YOUR OBJECTIVE: Write out all of the entries below word for word.

········

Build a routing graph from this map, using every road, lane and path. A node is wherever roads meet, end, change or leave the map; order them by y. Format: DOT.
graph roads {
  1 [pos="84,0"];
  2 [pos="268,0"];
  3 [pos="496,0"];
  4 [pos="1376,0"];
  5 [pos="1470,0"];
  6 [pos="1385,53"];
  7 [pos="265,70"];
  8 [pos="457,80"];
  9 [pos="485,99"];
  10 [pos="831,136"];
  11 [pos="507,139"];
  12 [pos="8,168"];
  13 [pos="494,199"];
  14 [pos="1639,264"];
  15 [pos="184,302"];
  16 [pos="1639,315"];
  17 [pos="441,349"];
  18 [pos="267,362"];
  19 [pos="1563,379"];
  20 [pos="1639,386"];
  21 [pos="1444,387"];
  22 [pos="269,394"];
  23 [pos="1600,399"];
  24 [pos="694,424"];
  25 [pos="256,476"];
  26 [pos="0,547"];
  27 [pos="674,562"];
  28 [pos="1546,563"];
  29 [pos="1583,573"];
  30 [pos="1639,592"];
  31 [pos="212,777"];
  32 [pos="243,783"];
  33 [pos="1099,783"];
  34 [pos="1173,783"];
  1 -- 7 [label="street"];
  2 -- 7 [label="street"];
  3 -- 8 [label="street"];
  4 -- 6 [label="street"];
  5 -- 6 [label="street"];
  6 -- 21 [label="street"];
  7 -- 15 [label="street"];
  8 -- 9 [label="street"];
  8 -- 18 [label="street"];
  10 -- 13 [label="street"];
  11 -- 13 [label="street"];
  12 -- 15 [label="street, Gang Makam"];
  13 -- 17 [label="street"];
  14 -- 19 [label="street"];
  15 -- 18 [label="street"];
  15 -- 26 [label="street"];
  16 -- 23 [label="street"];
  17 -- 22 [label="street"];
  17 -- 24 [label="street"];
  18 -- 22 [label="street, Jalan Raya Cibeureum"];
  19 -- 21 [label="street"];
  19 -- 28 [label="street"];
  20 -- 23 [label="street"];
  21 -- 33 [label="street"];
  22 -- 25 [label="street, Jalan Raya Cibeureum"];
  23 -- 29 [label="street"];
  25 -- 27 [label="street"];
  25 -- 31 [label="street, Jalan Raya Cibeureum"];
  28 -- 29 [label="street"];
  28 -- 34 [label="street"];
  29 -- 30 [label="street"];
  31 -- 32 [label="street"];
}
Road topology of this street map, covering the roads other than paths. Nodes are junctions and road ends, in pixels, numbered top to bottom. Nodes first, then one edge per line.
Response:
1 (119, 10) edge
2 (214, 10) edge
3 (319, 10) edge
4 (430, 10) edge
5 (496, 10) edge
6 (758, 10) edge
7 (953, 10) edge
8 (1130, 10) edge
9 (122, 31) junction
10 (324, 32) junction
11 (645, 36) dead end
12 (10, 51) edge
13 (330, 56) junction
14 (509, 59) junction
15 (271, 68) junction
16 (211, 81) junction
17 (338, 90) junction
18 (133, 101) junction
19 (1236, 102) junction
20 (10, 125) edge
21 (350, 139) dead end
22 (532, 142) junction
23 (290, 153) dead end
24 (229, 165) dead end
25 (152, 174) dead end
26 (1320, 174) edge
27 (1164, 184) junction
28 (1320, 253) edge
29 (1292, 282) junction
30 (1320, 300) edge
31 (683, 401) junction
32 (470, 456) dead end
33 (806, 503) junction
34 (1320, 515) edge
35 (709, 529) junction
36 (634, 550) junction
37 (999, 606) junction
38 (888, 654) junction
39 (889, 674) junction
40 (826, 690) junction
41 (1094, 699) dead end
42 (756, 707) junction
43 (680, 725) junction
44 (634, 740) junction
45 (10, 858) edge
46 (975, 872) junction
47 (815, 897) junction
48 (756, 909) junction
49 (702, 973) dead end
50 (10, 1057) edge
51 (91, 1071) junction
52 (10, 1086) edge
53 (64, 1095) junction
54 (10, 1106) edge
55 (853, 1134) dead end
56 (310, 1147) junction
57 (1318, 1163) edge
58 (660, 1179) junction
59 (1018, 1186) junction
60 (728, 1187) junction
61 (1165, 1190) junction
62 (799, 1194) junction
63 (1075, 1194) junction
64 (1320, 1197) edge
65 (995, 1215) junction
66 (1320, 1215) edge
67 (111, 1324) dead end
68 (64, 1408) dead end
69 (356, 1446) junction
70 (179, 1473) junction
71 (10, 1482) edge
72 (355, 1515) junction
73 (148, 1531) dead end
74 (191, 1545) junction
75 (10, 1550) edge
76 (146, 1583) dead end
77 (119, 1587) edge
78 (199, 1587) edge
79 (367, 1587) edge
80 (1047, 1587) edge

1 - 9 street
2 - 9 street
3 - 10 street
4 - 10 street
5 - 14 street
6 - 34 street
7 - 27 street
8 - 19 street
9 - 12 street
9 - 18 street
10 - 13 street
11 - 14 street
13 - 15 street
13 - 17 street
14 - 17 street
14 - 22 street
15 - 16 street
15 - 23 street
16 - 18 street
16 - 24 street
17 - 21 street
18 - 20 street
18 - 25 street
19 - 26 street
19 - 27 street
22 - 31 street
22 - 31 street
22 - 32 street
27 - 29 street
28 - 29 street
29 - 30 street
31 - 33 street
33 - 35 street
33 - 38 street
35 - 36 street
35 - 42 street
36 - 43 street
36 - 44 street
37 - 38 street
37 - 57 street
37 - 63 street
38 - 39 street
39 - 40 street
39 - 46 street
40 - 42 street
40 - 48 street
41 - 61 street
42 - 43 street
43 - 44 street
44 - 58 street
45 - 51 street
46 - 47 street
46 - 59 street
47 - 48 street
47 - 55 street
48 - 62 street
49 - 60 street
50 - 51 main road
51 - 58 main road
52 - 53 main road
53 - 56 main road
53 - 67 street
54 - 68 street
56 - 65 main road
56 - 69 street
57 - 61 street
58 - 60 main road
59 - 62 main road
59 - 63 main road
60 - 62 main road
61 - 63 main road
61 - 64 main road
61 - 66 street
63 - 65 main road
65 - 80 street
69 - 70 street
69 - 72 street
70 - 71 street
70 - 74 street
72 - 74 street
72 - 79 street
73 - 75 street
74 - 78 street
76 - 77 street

········

WRITTEN REPLY:
Build a routing graph from this map, using every road, lane and path. A node is wherever roads meet, end, change or leave the map; order them by y. Format: DOT.
graph roads {
  1 [pos="84,0"];
  2 [pos="268,0"];
  3 [pos="496,0"];
  4 [pos="1376,0"];
  5 [pos="1470,0"];
  6 [pos="1385,53"];
  7 [pos="265,70"];
  8 [pos="457,80"];
  9 [pos="485,99"];
  10 [pos="831,136"];
  11 [pos="507,139"];
  12 [pos="8,168"];
  13 [pos="494,199"];
  14 [pos="1639,264"];
  15 [pos="184,302"];
  16 [pos="1639,315"];
  17 [pos="441,349"];
  18 [pos="267,362"];
  19 [pos="1563,379"];
  20 [pos="1639,386"];
  21 [pos="1444,387"];
  22 [pos="269,394"];
  23 [pos="1600,399"];
  24 [pos="694,424"];
  25 [pos="256,476"];
  26 [pos="0,547"];
  27 [pos="674,562"];
  28 [pos="1546,563"];
  29 [pos="1583,573"];
  30 [pos="1639,592"];
  31 [pos="212,777"];
  32 [pos="243,783"];
  33 [pos="1099,783"];
  34 [pos="1173,783"];
  1 -- 7 [label="street"];
  2 -- 7 [label="street"];
  3 -- 8 [label="street"];
  4 -- 6 [label="street"];
  5 -- 6 [label="street"];
  6 -- 21 [label="street"];
  7 -- 15 [label="street"];
  8 -- 9 [label="street"];
  8 -- 18 [label="street"];
  10 -- 13 [label="street"];
  11 -- 13 [label="street"];
  12 -- 15 [label="street, Gang Makam"];
  13 -- 17 [label="street"];
  14 -- 19 [label="street"];
  15 -- 18 [label="street"];
  15 -- 26 [label="street"];
  16 -- 23 [label="street"];
  17 -- 22 [label="street"];
  17 -- 24 [label="street"];
  18 -- 22 [label="street, Jalan Raya Cibeureum"];
  19 -- 21 [label="street"];
  19 -- 28 [label="street"];
  20 -- 23 [label="street"];
  21 -- 33 [label="street"];
  22 -- 25 [label="street, Jalan Raya Cibeureum"];
  23 -- 29 [label="street"];
  25 -- 27 [label="street"];
  25 -- 31 [label="street, Jalan Raya Cibeureum"];
  28 -- 29 [label="street"];
  28 -- 34 [label="street"];
  29 -- 30 [label="street"];
  31 -- 32 [label="street"];
}
Road topology of this street map, covering the roads other than paths. Nodes are junctions and road ends, in pixels, numbered top to bottom. Nodes first, then one edge per line.
Response:
1 (119, 10) edge
2 (214, 10) edge
3 (319, 10) edge
4 (430, 10) edge
5 (496, 10) edge
6 (758, 10) edge
7 (953, 10) edge
8 (1130, 10) edge
9 (122, 31) junction
10 (324, 32) junction
11 (645, 36) dead end
12 (10, 51) edge
13 (330, 56) junction
14 (509, 59) junction
15 (271, 68) junction
16 (211, 81) junction
17 (338, 90) junction
18 (133, 101) junction
19 (1236, 102) junction
20 (10, 125) edge
21 (350, 139) dead end
22 (532, 142) junction
23 (290, 153) dead end
24 (229, 165) dead end
25 (152, 174) dead end
26 (1320, 174) edge
27 (1164, 184) junction
28 (1320, 253) edge
29 (1292, 282) junction
30 (1320, 300) edge
31 (683, 401) junction
32 (470, 456) dead end
33 (806, 503) junction
34 (1320, 515) edge
35 (709, 529) junction
36 (634, 550) junction
37 (999, 606) junction
38 (888, 654) junction
39 (889, 674) junction
40 (826, 690) junction
41 (1094, 699) dead end
42 (756, 707) junction
43 (680, 725) junction
44 (634, 740) junction
45 (10, 858) edge
46 (975, 872) junction
47 (815, 897) junction
48 (756, 909) junction
49 (702, 973) dead end
50 (10, 1057) edge
51 (91, 1071) junction
52 (10, 1086) edge
53 (64, 1095) junction
54 (10, 1106) edge
55 (853, 1134) dead end
56 (310, 1147) junction
57 (1318, 1163) edge
58 (660, 1179) junction
59 (1018, 1186) junction
60 (728, 1187) junction
61 (1165, 1190) junction
62 (799, 1194) junction
63 (1075, 1194) junction
64 (1320, 1197) edge
65 (995, 1215) junction
66 (1320, 1215) edge
67 (111, 1324) dead end
68 (64, 1408) dead end
69 (356, 1446) junction
70 (179, 1473) junction
71 (10, 1482) edge
72 (355, 1515) junction
73 (148, 1531) dead end
74 (191, 1545) junction
75 (10, 1550) edge
76 (146, 1583) dead end
77 (119, 1587) edge
78 (199, 1587) edge
79 (367, 1587) edge
80 (1047, 1587) edge

1 - 9 street
2 - 9 street
3 - 10 street
4 - 10 street
5 - 14 street
6 - 34 street
7 - 27 street
8 - 19 street
9 - 12 street
9 - 18 street
10 - 13 street
11 - 14 street
13 - 15 street
13 - 17 street
14 - 17 street
14 - 22 street
15 - 16 street
15 - 23 street
16 - 18 street
16 - 24 street
17 - 21 street
18 - 20 street
18 - 25 street
19 - 26 street
19 - 27 street
22 - 31 street
22 - 31 street
22 - 32 street
27 - 29 street
28 - 29 street
29 - 30 street
31 - 33 street
33 - 35 street
33 - 38 street
35 - 36 street
35 - 42 street
36 - 43 street
36 - 44 street
37 - 38 street
37 - 57 street
37 - 63 street
38 - 39 street
39 - 40 street
39 - 46 street
40 - 42 street
40 - 48 street
41 - 61 street
42 - 43 street
43 - 44 street
44 - 58 street
45 - 51 street
46 - 47 street
46 - 59 street
47 - 48 street
47 - 55 street
48 - 62 street
49 - 60 street
50 - 51 main road
51 - 58 main road
52 - 53 main road
53 - 56 main road
53 - 67 street
54 - 68 street
56 - 65 main road
56 - 69 street
57 - 61 street
58 - 60 main road
59 - 62 main road
59 - 63 main road
60 - 62 main road
61 - 63 main road
61 - 64 main road
61 - 66 street
63 - 65 main road
65 - 80 street
69 - 70 street
69 - 72 street
70 - 71 street
70 - 74 street
72 - 74 street
72 - 79 street
73 - 75 street
74 - 78 street
76 - 77 street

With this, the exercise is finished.